Scan the records that follow, and whenever a line has the word "topology", copy it.

═════ Dataset entries ═════

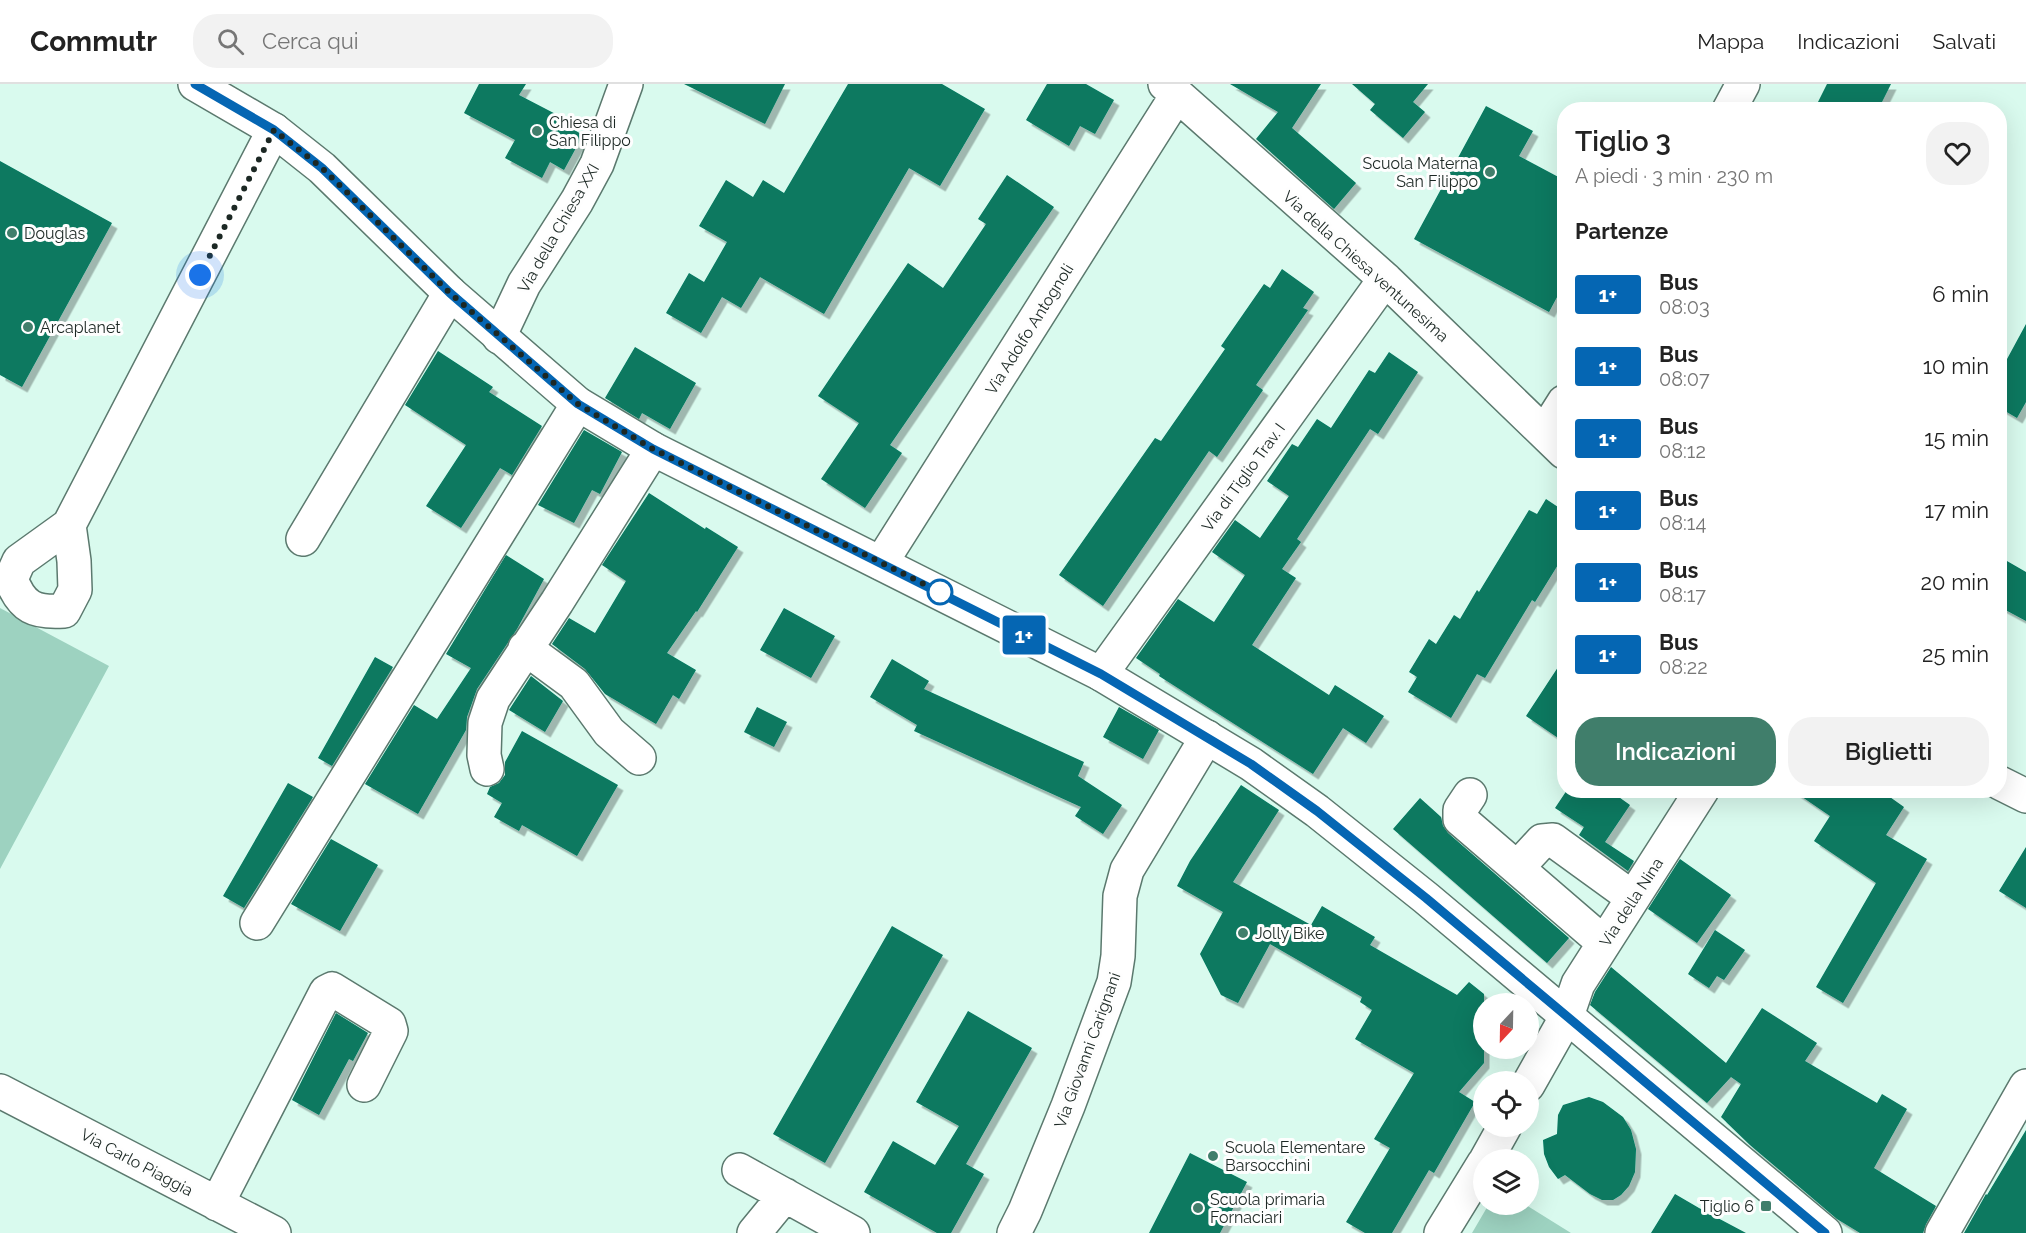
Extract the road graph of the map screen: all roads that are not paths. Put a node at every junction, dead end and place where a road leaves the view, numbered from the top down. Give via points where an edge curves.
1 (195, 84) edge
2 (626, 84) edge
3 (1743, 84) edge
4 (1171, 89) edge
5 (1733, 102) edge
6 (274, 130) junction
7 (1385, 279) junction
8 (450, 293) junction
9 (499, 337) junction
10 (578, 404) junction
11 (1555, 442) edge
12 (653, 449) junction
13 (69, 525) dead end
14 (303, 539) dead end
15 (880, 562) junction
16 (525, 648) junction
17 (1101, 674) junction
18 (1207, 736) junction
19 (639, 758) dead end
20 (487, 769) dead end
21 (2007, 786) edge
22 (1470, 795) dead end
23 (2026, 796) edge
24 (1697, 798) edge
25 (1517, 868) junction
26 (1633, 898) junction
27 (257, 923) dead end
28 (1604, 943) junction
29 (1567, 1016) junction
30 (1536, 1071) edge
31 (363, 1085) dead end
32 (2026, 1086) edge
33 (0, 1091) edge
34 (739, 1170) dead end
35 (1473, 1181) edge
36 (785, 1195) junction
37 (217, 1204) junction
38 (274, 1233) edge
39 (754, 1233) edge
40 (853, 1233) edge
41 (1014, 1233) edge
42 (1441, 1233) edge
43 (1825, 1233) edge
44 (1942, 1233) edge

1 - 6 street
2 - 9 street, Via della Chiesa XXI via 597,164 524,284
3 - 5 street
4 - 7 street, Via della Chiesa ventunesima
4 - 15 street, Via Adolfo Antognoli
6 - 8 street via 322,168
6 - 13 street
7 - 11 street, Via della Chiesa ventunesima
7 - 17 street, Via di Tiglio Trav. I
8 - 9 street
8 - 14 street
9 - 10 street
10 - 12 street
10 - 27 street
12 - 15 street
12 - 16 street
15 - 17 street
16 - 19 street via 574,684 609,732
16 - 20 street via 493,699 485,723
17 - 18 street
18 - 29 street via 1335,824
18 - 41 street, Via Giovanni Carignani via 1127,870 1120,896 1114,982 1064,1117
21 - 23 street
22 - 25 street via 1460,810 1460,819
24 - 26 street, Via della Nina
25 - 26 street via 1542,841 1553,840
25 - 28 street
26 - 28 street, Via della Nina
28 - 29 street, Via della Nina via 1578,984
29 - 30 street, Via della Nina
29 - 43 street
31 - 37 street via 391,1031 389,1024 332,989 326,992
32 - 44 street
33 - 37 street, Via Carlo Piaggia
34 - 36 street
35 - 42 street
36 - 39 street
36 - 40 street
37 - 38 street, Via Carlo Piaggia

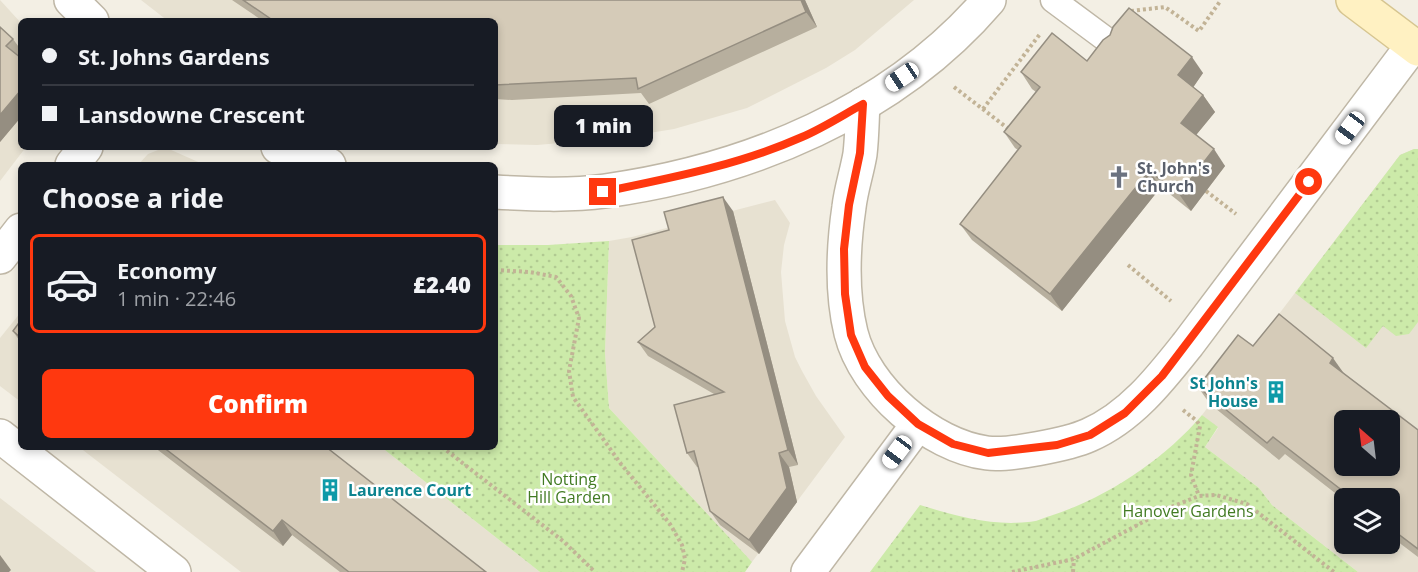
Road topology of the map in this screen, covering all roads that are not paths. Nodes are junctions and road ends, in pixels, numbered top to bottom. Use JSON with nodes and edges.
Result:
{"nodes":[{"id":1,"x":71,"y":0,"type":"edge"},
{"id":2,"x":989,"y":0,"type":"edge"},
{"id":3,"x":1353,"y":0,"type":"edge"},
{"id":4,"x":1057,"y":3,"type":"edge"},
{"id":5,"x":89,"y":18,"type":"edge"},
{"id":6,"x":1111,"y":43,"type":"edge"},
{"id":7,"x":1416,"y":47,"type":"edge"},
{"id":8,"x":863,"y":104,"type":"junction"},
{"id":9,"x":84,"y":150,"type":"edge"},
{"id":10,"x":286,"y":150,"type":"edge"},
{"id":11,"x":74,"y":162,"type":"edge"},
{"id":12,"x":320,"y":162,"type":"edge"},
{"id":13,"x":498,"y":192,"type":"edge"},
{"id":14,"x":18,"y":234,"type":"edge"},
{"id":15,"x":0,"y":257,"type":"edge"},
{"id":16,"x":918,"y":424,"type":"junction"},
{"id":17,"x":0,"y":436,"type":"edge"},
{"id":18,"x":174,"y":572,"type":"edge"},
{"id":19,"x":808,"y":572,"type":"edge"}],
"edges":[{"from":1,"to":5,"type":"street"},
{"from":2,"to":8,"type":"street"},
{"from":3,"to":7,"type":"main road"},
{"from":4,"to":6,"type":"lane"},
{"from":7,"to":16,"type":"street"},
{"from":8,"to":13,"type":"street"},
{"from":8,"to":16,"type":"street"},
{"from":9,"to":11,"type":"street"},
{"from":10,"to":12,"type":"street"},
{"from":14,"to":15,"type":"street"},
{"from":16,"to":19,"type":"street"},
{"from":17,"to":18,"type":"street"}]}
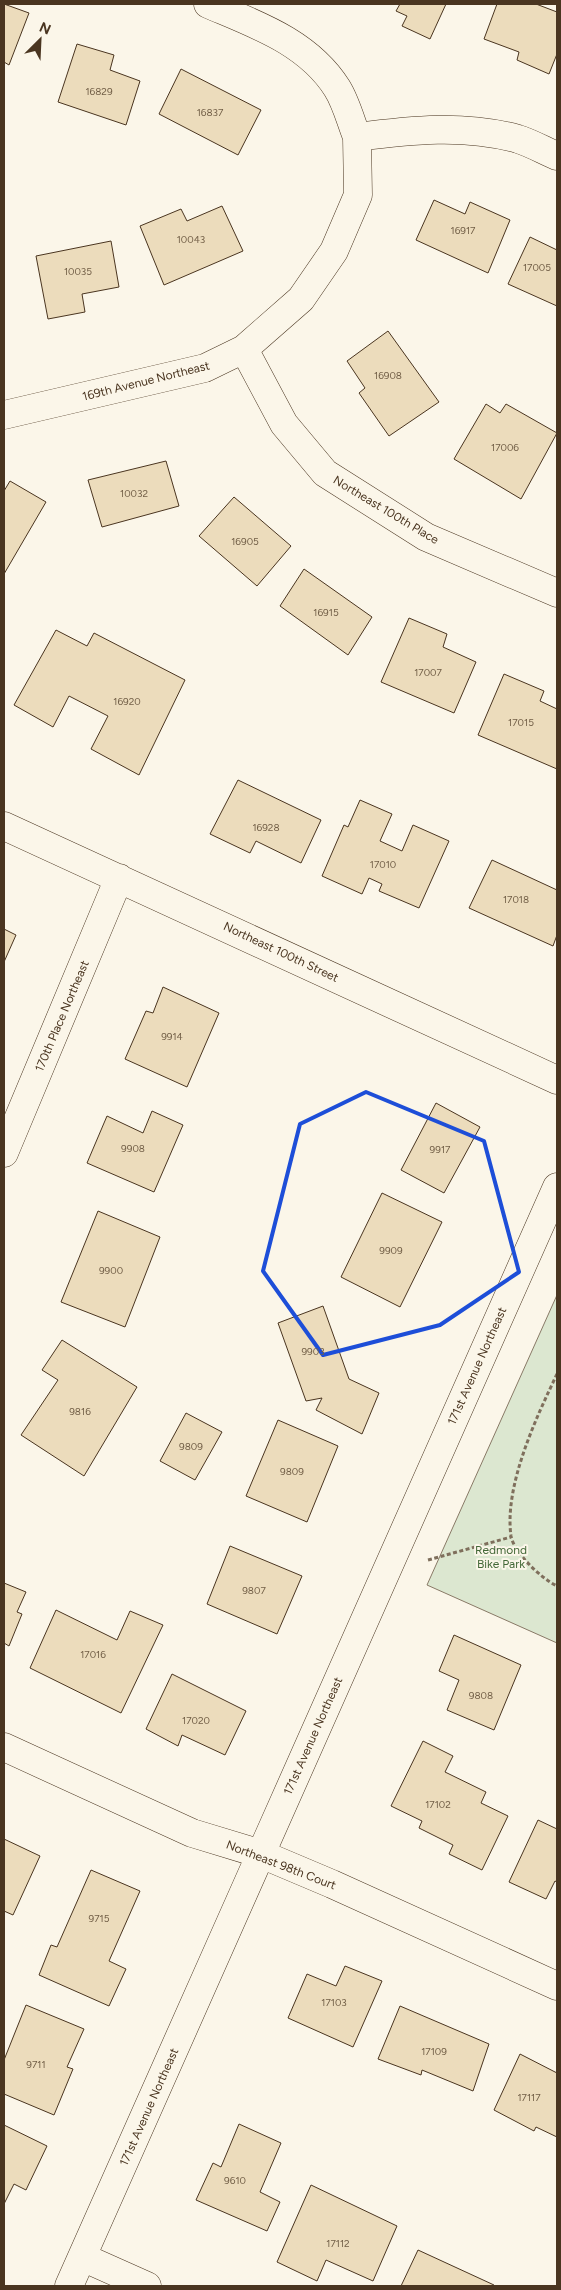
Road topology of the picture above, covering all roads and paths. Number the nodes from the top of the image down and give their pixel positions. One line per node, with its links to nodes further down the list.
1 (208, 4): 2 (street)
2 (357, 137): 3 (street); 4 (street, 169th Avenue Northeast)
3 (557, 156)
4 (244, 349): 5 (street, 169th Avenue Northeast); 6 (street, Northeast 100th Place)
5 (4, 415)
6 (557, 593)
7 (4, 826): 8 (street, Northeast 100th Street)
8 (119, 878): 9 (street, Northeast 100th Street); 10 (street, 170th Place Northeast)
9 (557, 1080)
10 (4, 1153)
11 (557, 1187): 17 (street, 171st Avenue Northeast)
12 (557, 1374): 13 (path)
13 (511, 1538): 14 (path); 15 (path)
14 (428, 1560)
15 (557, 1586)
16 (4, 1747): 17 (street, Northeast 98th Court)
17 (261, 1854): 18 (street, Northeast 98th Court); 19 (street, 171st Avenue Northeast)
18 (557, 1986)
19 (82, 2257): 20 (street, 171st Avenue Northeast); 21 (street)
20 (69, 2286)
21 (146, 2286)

═════

Task output:
Road topology of the map in this screen, covering all roads that are not paths. Nodes are junctions and road ends, in pixels, numbered top to bottom. Use JSON with nodes and edges.
Road topology of the picture above, covering all roads and paths. Number the nodes from the top of the image down and give their pixel positions. One line per node, with its links to nodes further down the list.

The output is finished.